Thursday 5 July 2012

Why Japan Is Investing Again


The most overlooked surprise of the week so far was 6.2% rise in Japanese capex planned by large companies for this fiscal year. That's the first anticipated capex rise since at least FY08, and the details get even more aggressive: large manufacturers plan to raise spending by 12.4%. Why is it happening?

It's not as if Japan's immediate cyclical or structural signals or the global environment especially inviting.

Japan's industrial sector modestly lost momentum during April and May, although the 6m momentum trendline remains positive. In May, industrial production rose 6.2% yoy, with exports up 10% yoy in yen terms and 13.8% yoy in volume terms. However, the inventory/shipment ratio jumped in April and retreated only mildly in May, leaving it still a full standard deviation above the long-term average, and capacity utilization remains about 0.2 standard deviations below the long-term average. This is not disastrous - there is no comparison with what happened in 2009 – but it is an unlikely foundation for the start of a new capital spending cycle.

The structural situation for Japanese industry is not particularly compelling either. The Ministry of Finance's quarterly survey of private sector balance sheets show not only that ROE remains at extremely low historic levels, but also that there's been only the mildest upturn in the crucial asset-turns ratio (sales/total assets). Although obviously there is some recovery from the disasters of 2Q and 3Q, for Japan's private sector as a whole, 1Q asset turns were just 1.01, which is unchanged from 1Q11.
The rest of the Dupont ratios aren't going anywhere good quickly, either:
  • operating margins have recovered from the catastrophes of mid-2011, but at 3.04% for 1Q and 3.12% on a 12m basis, are still below pre-2009 levels. More, the ratio of cost-of-goods sold seems to have bottomed out in late 2010, and is modestly rising;
  • financial leverage (total assets/equity) appears to have bottomed out at about 2.71x, after falling for the last 21 years. But net debt/equity has been steady at around 60% since around 2007. It seems unlikely that Japan's ROE will be rescued by higher leverage ratios any time soon.
So what is motivating Japan's sudden resurgence of investment spending? The intuitive answer is that last year Japanese industry discovered unexpected vulnerabilities, both at home (earthquake, tsunami etc) and abroad (Thai floods). The surge in capital spending is what it takes both to fix and diversify those supply-lines.

This may be part of the motivation, but if so, it has arrived at a very opportune moment. For there are two factors operating within the companies themselves, which are also mandating the rise in capital spending.

First, depreciation has accelerated sharply, rising by 6.6% in the 12m to end-March.
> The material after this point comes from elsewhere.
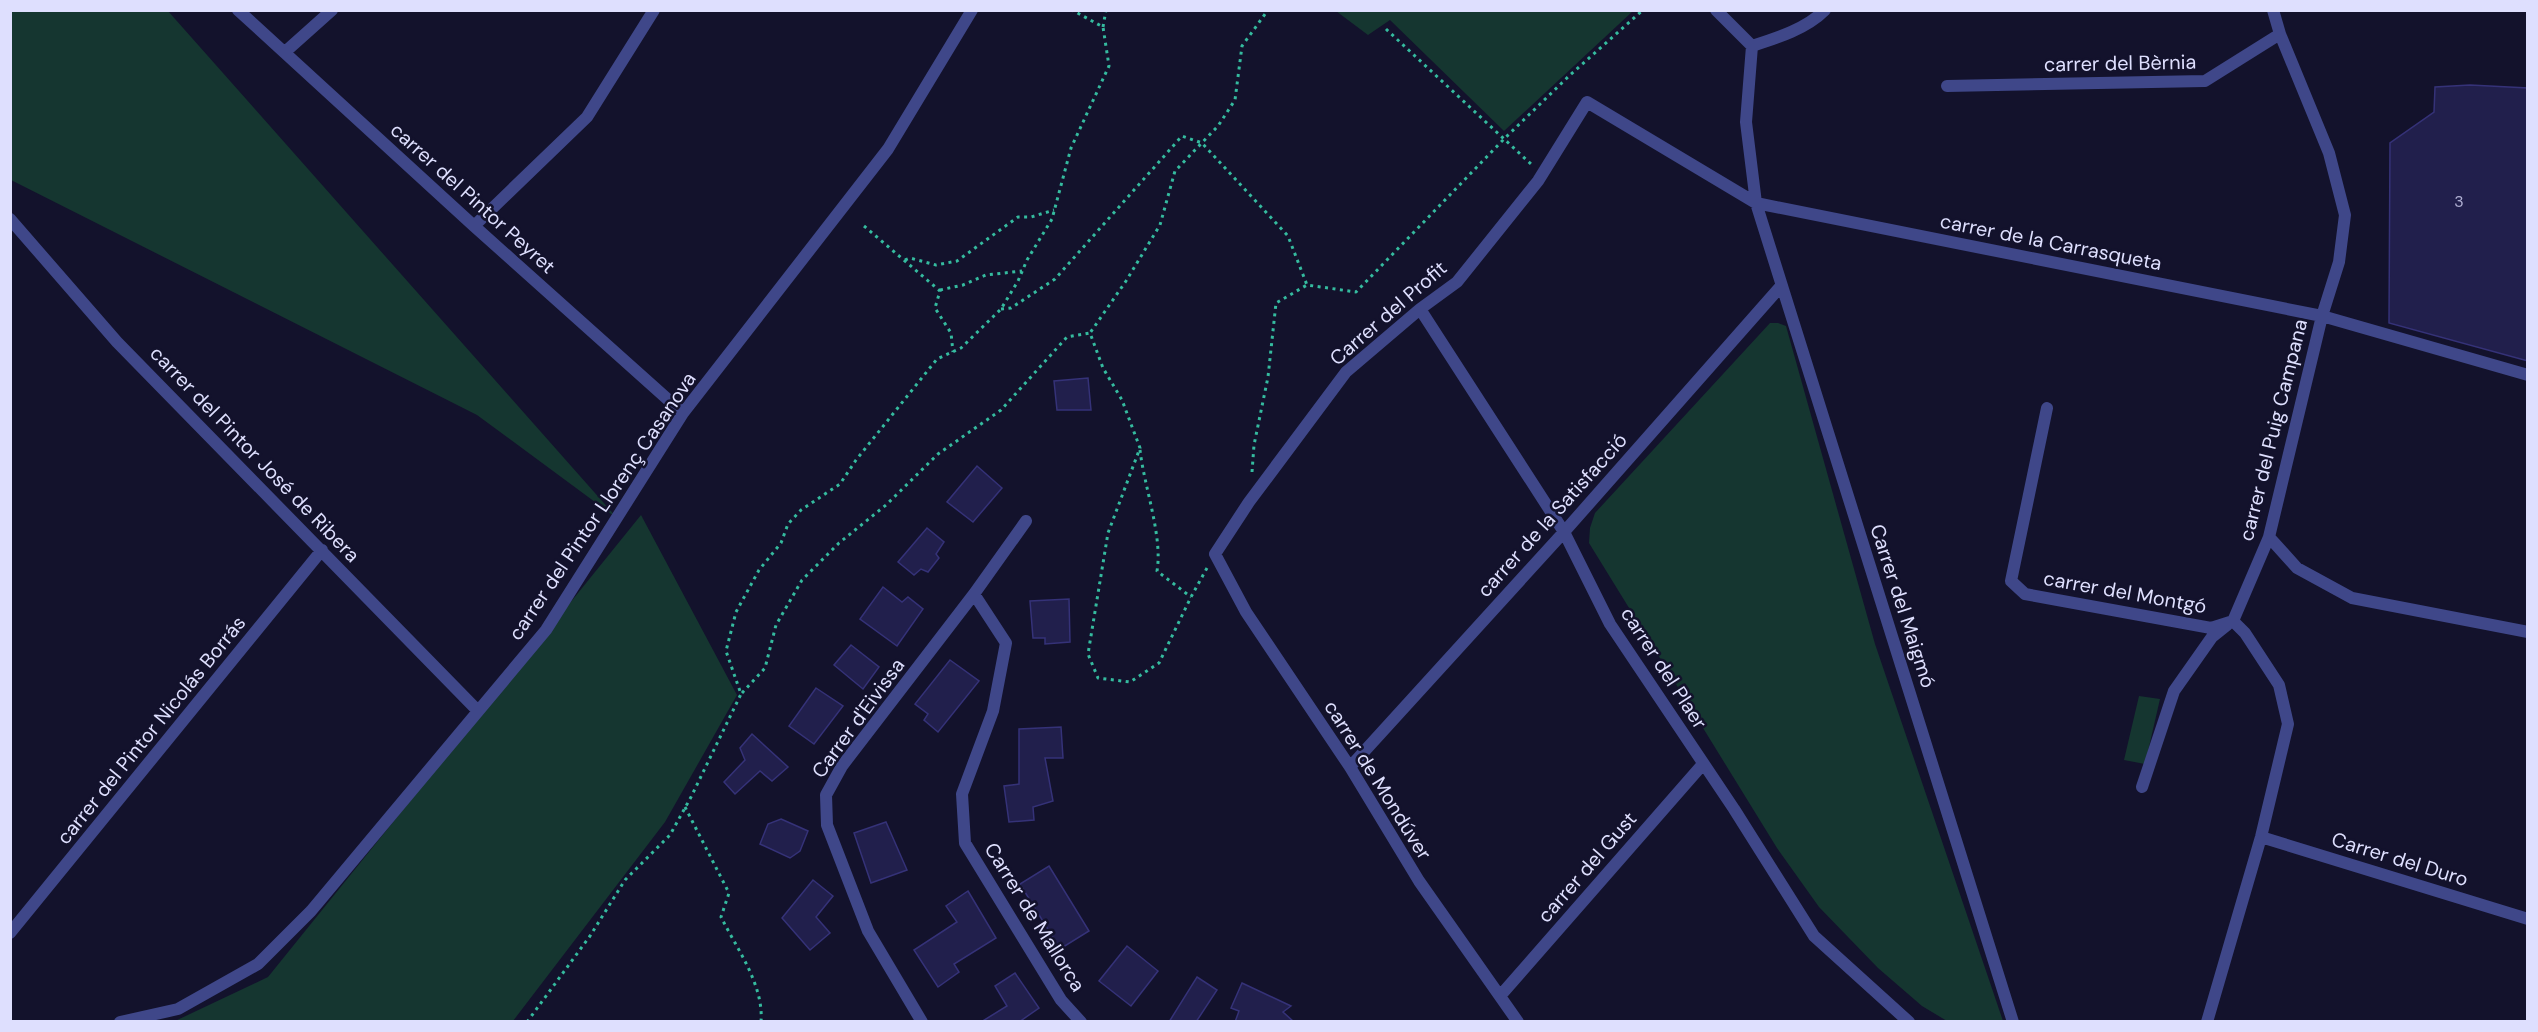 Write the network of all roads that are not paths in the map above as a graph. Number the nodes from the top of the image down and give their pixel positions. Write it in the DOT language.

This is the most rapid rise in depreciation since at least 2000 (where my data stops). Without a corresponding rise in capital spending, the capital stock of industrial Japan will shrink, and fast. In fact, even with capital spending rising 3.3% yoy in 1Q, those additions to capital only barely cover the depreciation write-offs. In other words, regardless of the health of the world's business cycle, if corporate Japan is going to attempt to maintain its position, it has no choice but to start investing.
At the same time, corporate Japan is awash with cash. In fact, the amount of cash on corporate Japan's balance sheet, expressed as a number of months' sales, is the highest it has been since the immediate aftermath of the bubble bursting (1991). Cash now accounts for 11% of corporate Japan's total assets – again, one of the highest proportions in Japan's post-bubble history. Japan's return on assets may be fairly paltry at around 3.4% (annualized 1Q11), but the return available on new equipment is unlikely to be worse than that on cash.  

What's more, the drag of cash on the balance sheet is going to get worse. Cashflows were up 72% yoy in 1Q and up 40% on a 12ma. In fact, corporate cashflows seem to have been in recovery since the nadir of early 2009, and that recovery does not seem to have been particularly compromised even by the disasters of 2011.

I think these twin considerations are important prompts behind Japan's reinvestment.

There is, of course, a radical alternative view, of corporate Japan's available choices. The 'hospice option' holds that the proper corporate response to an aging and shrinking population is precisely for companies to shrink their balance sheets and capital stock, whilst spinning off sufficient cash to allow for a peaceful demographic decline. By the look of things that's not where corporate Japan wants to go.